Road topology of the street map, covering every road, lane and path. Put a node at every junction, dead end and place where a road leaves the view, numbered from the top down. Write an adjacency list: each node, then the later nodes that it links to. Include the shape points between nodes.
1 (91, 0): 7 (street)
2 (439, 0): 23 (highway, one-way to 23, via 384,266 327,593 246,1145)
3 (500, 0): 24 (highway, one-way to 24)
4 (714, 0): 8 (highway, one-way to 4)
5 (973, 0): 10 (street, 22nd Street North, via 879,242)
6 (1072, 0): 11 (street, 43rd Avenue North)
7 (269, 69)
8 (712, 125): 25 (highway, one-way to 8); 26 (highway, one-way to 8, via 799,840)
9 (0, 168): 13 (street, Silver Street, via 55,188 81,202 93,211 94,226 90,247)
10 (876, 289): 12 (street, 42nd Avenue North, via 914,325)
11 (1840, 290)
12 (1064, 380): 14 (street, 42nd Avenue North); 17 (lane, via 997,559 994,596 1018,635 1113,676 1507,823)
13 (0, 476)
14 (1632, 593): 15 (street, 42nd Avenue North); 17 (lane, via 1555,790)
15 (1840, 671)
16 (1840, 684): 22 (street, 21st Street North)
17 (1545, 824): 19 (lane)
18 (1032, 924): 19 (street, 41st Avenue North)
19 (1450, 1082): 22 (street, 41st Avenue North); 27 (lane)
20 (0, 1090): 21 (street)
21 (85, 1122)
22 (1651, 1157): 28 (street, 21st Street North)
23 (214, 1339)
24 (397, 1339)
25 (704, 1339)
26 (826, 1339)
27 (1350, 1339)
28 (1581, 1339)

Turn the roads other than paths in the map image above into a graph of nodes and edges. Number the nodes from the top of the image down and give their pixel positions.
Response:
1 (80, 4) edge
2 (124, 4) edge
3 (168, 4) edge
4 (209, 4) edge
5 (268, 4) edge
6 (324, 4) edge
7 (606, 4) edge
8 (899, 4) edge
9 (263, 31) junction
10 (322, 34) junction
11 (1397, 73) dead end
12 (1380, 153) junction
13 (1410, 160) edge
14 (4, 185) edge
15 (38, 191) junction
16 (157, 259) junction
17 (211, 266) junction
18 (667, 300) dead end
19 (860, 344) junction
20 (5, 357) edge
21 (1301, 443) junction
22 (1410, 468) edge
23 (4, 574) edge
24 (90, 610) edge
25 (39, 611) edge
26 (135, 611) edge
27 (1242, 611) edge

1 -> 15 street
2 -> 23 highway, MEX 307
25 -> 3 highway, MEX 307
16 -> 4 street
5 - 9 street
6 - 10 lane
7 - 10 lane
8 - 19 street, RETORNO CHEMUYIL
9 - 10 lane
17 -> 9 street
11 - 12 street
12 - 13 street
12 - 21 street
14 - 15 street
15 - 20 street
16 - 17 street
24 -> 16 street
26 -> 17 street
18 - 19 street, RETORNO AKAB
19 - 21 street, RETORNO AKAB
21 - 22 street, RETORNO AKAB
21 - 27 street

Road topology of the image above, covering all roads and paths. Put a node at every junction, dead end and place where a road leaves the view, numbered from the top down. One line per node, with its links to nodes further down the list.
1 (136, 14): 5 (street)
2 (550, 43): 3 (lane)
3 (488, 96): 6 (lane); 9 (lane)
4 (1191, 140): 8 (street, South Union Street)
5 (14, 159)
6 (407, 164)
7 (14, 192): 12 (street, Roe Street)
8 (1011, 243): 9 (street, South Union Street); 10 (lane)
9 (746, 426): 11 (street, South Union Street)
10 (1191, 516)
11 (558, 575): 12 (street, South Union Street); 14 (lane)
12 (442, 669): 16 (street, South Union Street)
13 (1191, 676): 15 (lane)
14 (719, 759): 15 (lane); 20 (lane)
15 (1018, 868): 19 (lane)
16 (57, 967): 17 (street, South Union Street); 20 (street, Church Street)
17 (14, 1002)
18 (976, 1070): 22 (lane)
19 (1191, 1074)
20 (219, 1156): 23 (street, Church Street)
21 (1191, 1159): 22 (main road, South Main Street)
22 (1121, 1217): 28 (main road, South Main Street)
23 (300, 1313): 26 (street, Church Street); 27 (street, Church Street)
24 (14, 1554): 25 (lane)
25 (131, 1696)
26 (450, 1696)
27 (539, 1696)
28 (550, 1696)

* WHAT IS EXPECTED
Your reply should be the material above, repeated word for word.

* REPLY TO THE TASK
Road topology of the street map, covering every road, lane and path. Put a node at every junction, dead end and place where a road leaves the view, numbered from the top down. Write an adjacency list: each node, then the later nodes that it links to. Include the shape points between nodes.
1 (91, 0): 7 (street)
2 (439, 0): 23 (highway, one-way to 23, via 384,266 327,593 246,1145)
3 (500, 0): 24 (highway, one-way to 24)
4 (714, 0): 8 (highway, one-way to 4)
5 (973, 0): 10 (street, 22nd Street North, via 879,242)
6 (1072, 0): 11 (street, 43rd Avenue North)
7 (269, 69)
8 (712, 125): 25 (highway, one-way to 8); 26 (highway, one-way to 8, via 799,840)
9 (0, 168): 13 (street, Silver Street, via 55,188 81,202 93,211 94,226 90,247)
10 (876, 289): 12 (street, 42nd Avenue North, via 914,325)
11 (1840, 290)
12 (1064, 380): 14 (street, 42nd Avenue North); 17 (lane, via 997,559 994,596 1018,635 1113,676 1507,823)
13 (0, 476)
14 (1632, 593): 15 (street, 42nd Avenue North); 17 (lane, via 1555,790)
15 (1840, 671)
16 (1840, 684): 22 (street, 21st Street North)
17 (1545, 824): 19 (lane)
18 (1032, 924): 19 (street, 41st Avenue North)
19 (1450, 1082): 22 (street, 41st Avenue North); 27 (lane)
20 (0, 1090): 21 (street)
21 (85, 1122)
22 (1651, 1157): 28 (street, 21st Street North)
23 (214, 1339)
24 (397, 1339)
25 (704, 1339)
26 (826, 1339)
27 (1350, 1339)
28 (1581, 1339)

Turn the roads other than paths in the map image above into a graph of nodes and edges. Number the nodes from the top of the image down and give their pixel positions.
Response:
1 (80, 4) edge
2 (124, 4) edge
3 (168, 4) edge
4 (209, 4) edge
5 (268, 4) edge
6 (324, 4) edge
7 (606, 4) edge
8 (899, 4) edge
9 (263, 31) junction
10 (322, 34) junction
11 (1397, 73) dead end
12 (1380, 153) junction
13 (1410, 160) edge
14 (4, 185) edge
15 (38, 191) junction
16 (157, 259) junction
17 (211, 266) junction
18 (667, 300) dead end
19 (860, 344) junction
20 (5, 357) edge
21 (1301, 443) junction
22 (1410, 468) edge
23 (4, 574) edge
24 (90, 610) edge
25 (39, 611) edge
26 (135, 611) edge
27 (1242, 611) edge

1 -> 15 street
2 -> 23 highway, MEX 307
25 -> 3 highway, MEX 307
16 -> 4 street
5 - 9 street
6 - 10 lane
7 - 10 lane
8 - 19 street, RETORNO CHEMUYIL
9 - 10 lane
17 -> 9 street
11 - 12 street
12 - 13 street
12 - 21 street
14 - 15 street
15 - 20 street
16 - 17 street
24 -> 16 street
26 -> 17 street
18 - 19 street, RETORNO AKAB
19 - 21 street, RETORNO AKAB
21 - 22 street, RETORNO AKAB
21 - 27 street

Road topology of the image above, covering all roads and paths. Put a node at every junction, dead end and place where a road leaves the view, numbered from the top down. One line per node, with its links to nodes further down the list.
1 (136, 14): 5 (street)
2 (550, 43): 3 (lane)
3 (488, 96): 6 (lane); 9 (lane)
4 (1191, 140): 8 (street, South Union Street)
5 (14, 159)
6 (407, 164)
7 (14, 192): 12 (street, Roe Street)
8 (1011, 243): 9 (street, South Union Street); 10 (lane)
9 (746, 426): 11 (street, South Union Street)
10 (1191, 516)
11 (558, 575): 12 (street, South Union Street); 14 (lane)
12 (442, 669): 16 (street, South Union Street)
13 (1191, 676): 15 (lane)
14 (719, 759): 15 (lane); 20 (lane)
15 (1018, 868): 19 (lane)
16 (57, 967): 17 (street, South Union Street); 20 (street, Church Street)
17 (14, 1002)
18 (976, 1070): 22 (lane)
19 (1191, 1074)
20 (219, 1156): 23 (street, Church Street)
21 (1191, 1159): 22 (main road, South Main Street)
22 (1121, 1217): 28 (main road, South Main Street)
23 (300, 1313): 26 (street, Church Street); 27 (street, Church Street)
24 (14, 1554): 25 (lane)
25 (131, 1696)
26 (450, 1696)
27 (539, 1696)
28 (550, 1696)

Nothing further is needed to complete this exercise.